After a clear analysis of all the above methods of solving cost associated with solving corporate risks, the standard risk model appears to be the most appropriate method of solving the problem of workers alcoholism. For this case, it is clear that the problem that we are dealing with is alcoholism and drug abuse. Therefore, the specific risk is known making the expected value model to be the most suitable solution.
Unlike the range estimation model which only presents a list of critical values and the range, the expected value model ranks the causes of risks according to their strength. This method links the root cause of the risk directly with its final outcome. Estimations are done using the work breakdown structure (WBS) and then their ranks are established.
Since every worker is entitled to their privacy rights, it is difficult to determine the number of alcoholic workers in an organization. Therefore, the best way is to observe the behavioral changes of employees in the workplace. Early symptoms of alcoholism include desertion of duties, coming to work late, absenteeism and the general reduction of performance. Analysis of employees whose performance has significantly dropped after showing all these symptoms will then be taken to calculate their respective probabilities and impact of alcoholism on their performance in work.

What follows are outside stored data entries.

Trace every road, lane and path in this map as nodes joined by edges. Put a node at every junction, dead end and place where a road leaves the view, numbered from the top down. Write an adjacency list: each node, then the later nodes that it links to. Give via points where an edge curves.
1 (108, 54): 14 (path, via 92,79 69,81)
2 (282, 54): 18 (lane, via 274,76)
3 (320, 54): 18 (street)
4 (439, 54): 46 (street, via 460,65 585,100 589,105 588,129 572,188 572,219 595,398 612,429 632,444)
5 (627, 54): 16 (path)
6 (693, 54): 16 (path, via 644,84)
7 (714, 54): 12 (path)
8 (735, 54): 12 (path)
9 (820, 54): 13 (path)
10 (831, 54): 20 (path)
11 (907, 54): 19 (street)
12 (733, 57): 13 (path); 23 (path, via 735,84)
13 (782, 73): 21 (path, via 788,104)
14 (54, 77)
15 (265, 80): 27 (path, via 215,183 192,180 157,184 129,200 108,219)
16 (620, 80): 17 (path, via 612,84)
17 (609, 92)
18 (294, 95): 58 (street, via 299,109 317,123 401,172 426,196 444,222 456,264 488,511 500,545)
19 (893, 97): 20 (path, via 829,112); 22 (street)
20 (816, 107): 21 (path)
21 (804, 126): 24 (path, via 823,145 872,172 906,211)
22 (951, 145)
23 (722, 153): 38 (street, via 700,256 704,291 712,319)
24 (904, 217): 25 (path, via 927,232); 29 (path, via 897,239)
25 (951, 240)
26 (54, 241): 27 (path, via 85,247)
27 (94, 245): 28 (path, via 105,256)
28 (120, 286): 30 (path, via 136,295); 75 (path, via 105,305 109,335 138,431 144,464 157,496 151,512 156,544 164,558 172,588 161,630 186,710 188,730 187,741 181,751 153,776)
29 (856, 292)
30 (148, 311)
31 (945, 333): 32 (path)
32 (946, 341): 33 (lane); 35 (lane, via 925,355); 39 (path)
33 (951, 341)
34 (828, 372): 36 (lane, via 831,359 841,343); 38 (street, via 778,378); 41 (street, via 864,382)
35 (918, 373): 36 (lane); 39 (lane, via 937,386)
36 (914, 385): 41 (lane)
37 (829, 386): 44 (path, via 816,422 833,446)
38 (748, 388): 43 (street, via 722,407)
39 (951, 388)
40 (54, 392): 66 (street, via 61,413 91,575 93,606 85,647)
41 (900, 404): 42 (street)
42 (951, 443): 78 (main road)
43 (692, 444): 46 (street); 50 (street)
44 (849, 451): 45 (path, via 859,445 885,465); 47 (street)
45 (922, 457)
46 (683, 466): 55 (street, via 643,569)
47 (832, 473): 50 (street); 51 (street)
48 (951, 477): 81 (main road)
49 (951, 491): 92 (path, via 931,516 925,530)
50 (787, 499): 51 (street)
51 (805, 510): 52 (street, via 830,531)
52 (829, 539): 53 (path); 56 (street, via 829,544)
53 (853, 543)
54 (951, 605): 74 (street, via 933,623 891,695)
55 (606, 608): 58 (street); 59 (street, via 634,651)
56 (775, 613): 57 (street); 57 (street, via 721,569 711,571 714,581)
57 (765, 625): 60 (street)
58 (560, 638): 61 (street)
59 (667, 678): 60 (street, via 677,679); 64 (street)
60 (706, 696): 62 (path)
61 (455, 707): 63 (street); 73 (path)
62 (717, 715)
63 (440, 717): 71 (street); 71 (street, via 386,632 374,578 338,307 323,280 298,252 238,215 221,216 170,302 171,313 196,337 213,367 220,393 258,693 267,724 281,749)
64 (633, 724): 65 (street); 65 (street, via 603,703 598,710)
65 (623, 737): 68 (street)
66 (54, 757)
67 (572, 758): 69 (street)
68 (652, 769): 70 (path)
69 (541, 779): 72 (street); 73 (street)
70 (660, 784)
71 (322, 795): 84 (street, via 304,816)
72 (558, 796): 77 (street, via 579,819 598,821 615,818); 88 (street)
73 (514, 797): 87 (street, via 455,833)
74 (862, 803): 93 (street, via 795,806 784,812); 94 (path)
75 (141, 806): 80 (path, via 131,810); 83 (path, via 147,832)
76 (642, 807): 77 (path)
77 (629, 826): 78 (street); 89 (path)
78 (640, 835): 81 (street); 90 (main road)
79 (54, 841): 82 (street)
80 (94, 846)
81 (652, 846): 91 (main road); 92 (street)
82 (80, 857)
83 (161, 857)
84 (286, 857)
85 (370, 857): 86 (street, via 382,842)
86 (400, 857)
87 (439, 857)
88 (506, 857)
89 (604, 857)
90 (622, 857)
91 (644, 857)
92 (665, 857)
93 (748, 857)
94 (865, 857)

Once the number of workers who are alcoholics is established, the Monte Carlo simulations are run to give the estimates of the costs associated with the solutions available. This should be done in a very honest manner. Much care should be taken to ensure that the link between specific risks being investigated is correctly determined.
The application of this method to estimate the cost of solutions to alcoholism can be divided into direct and indirect costs. Direct costs include:
Loss of workers
Workers will be ashamed of their actions and others might decide to quit their jobs. It is imperative to have this in mind when choosing ways of identifying alcoholic workers. Some might be using drugs because of some very pressing personal issues. Therefore, human resource managers are subjected to a dilemma dealing with alcoholic workers (Korman, 1994)
Further decrease in productivity
Workers might endure psychological trauma once they realize that the management is aware of their habits. They will be working under uncertainty and surety of their job security. This may affect their concentration and productivity.
Indirect effects are the effects that individual employees incur. These indirect effects do not usually impact greatly on the performance of the organization. A typical example is the loss of self-esteem by the workers once they feel guilty of their employer’s awareness of this bad behavior.
Hollmann, J. K. (2007). The Monte-Carlo challenge: A better approach. Proceedings of 2007 AACE International Transactions, 03-01.
Hollmann, J., & СЕР, Р. (2009). Recommended Practices for Risk Analysis and Cost Contingency Estimating. Association for the Advancement of Cost Engineering (AACE), Working Maual.
Korman, A. K. (1994). Human dilemmas in work organizations: Strategies for resolution. New York: Guilford.